The six-woman, one-man jury also rejected claims that Lt. Dale Johnson, Sgt. Hernan Oviedo and Deputy Hector Bautista unlawfully detained and used excessive force on the 26-year-old Woodland man, who allegedly swung a knife at Johnson during a brief foot pursuit.

“The community, through the judicial system, has heard the evidence and has concluded that the officers acted reasonably, acted properly, under the most difficult circumstances,” Kilday said.

All three deputies declined to comment as they stood outside the federal courthouse in Sacramento shortly after the verdict.

Paul Caputo, the San Jose-based attorney representing Gutierrez’s parents, Jose and Irma, said Tuesday he was disappointed in the jury’s decision.

“Unfortunately, they didn’t see the case as we saw it,” Caputo said. “However, I still have a lot of faith and confidence in the civil justice system and I’m proud to be a part of it.”

The verdict comes nearly 3 1/2 years after the controversial shooting, which occurred at about 2:20 p.m. on the East Gum Avenue overpass in Woodland.

The deputies, back then all members of the county’s gang task force, were wearing street clothes and driving an unmarked car when they encountered Gutierrez, who was walking home from a driver’s license test at the Department of Motor Vehicles.

According to testimony at the trial, which lasted 10 days over a three-week period, the officers decided to pull over and initiate a consensual encounter with Gutierrez after noticing his shaved head and baggy clothing. Johnson said he emerged from the front passenger side of the car and pulled up the hem of his T-shirt to expose his badge and gun while identifying himself as being from the Sheriff’s Department.

Gutierrez reportedly stuck his right hand in his pocket and ran, heading southeast across the bridge as Johnson and Oviedo, suspecting concealment of drugs or a weapon, gave chase. Johnson testified he grabbed at Gutierrez, who at that point threatened him with the knife.

Both Johnson and Oviedo fired their service weapons, with Oviedo discharging the fatal shot that entered through Gutierrez’s upper back and severed his jugular vein. He died a short time later at Woodland Memorial Hospital.

Subsequent reviews of the incident by city, county, state and federal authorities upheld the officers’ actions, but the incident generated considerable controversy as various civil-rights groups questioned why the deputies chose to stop Gutierrez — who had no criminal history or confirmed gang ties — and whether they properly identified themselves as law-enforcement officers.

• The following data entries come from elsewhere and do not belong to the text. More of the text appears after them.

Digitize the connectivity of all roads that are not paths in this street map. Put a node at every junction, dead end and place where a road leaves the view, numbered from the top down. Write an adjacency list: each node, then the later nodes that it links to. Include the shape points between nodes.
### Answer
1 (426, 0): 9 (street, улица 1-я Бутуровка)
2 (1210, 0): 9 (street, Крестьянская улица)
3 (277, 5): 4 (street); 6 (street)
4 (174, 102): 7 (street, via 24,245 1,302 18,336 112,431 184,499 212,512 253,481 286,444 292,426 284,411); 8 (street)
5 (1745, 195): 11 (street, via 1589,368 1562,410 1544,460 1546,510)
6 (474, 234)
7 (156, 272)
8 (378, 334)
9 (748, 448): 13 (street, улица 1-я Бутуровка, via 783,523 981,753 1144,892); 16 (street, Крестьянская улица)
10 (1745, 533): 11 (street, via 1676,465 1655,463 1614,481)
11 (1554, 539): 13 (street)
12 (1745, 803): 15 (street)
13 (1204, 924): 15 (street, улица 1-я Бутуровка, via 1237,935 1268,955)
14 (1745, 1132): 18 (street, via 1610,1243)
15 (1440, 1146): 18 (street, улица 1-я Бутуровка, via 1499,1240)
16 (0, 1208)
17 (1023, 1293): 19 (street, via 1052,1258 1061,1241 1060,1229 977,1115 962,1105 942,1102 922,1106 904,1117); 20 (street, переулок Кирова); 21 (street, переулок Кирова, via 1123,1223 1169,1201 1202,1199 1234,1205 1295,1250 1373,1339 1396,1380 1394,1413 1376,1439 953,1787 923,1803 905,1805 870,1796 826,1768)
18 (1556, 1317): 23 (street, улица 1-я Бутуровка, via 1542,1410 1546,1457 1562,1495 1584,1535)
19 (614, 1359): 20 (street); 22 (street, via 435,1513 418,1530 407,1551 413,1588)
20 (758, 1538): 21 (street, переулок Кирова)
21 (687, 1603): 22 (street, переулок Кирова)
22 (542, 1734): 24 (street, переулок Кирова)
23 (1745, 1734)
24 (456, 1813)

Several witnesses who passed through the area during the incident testified they saw no knife or any other object in Gutierrez’s hands. Gutierrez’s family has said he was not known to carry the weapon, though DNA recovered from the handle included Gutierrez as a likely donor.

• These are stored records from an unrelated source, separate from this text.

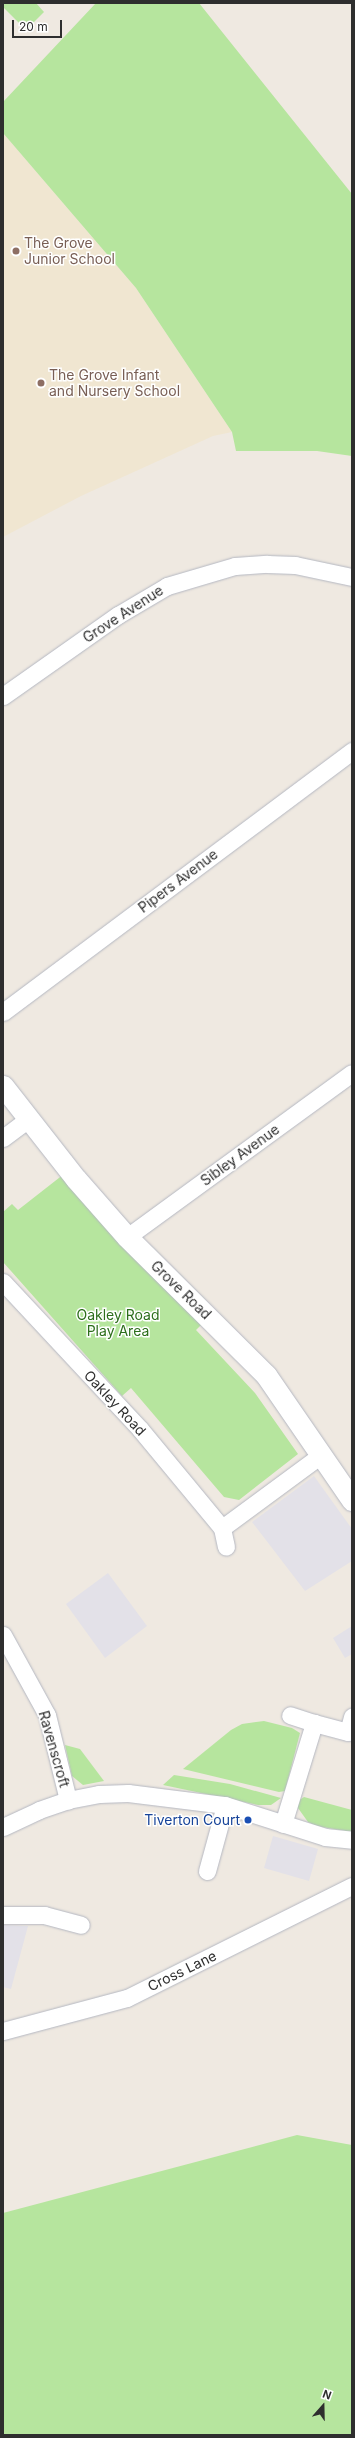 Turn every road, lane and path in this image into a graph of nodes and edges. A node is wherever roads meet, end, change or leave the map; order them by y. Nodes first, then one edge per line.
1 (352, 577) edge
2 (3, 696) edge
3 (352, 751) edge
4 (3, 1012) edge
5 (352, 1073) edge
6 (3, 1086) edge
7 (28, 1119) junction
8 (3, 1138) edge
9 (128, 1237) junction
10 (3, 1282) edge
11 (321, 1455) junction
12 (352, 1500) edge
13 (222, 1528) junction
14 (226, 1547) dead end
15 (3, 1635) edge
16 (290, 1715) dead end
17 (352, 1717) edge
18 (314, 1723) junction
19 (68, 1800) junction
20 (225, 1805) junction
21 (283, 1824) junction
22 (3, 1827) edge
23 (352, 1840) edge
24 (207, 1871) dead end
25 (352, 1886) edge
26 (3, 1915) edge
27 (81, 1925) dead end
28 (3, 2031) edge

1 - 2 street, Grove Avenue
3 - 4 street, Pipers Avenue
5 - 9 street, Sibley Avenue
6 - 7 street, Grove Road
7 - 8 street
7 - 9 street, Grove Road
9 - 11 street, Grove Road
10 - 13 street, Oakley Road
11 - 12 street, Grove Road
11 - 13 street
13 - 14 street, Oakley Road
15 - 19 street, Ravenscroft
16 - 18 street
17 - 18 street
18 - 21 street
19 - 20 street
19 - 22 street
20 - 21 street
20 - 24 street
21 - 23 street
25 - 28 street, Cross Lane
26 - 27 street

Also in dispute was the level of methamphetamine in Gutierrez’s system, which the family’s attorney suggested came from an inhaler. The defense contended the amount was consistent with someone exhibiting irrational or possibly violent behavior.

Today, only Bautista remains a member of the gang task force, with Johnson and Oviedo receiving promotions since the incident that moved them to their agency’s administrative and patrol divisions, respectively.

Their boss, Sheriff Ed Prieto, said all three officers were traumatized by the shooting.

“In this kind of a situation, there are no winners. It’s a sad day when somebody loses their life,” Prieto said. “This verdict clearly demonstrates that our officers acted within policy and procedure and were morally right in what they did.”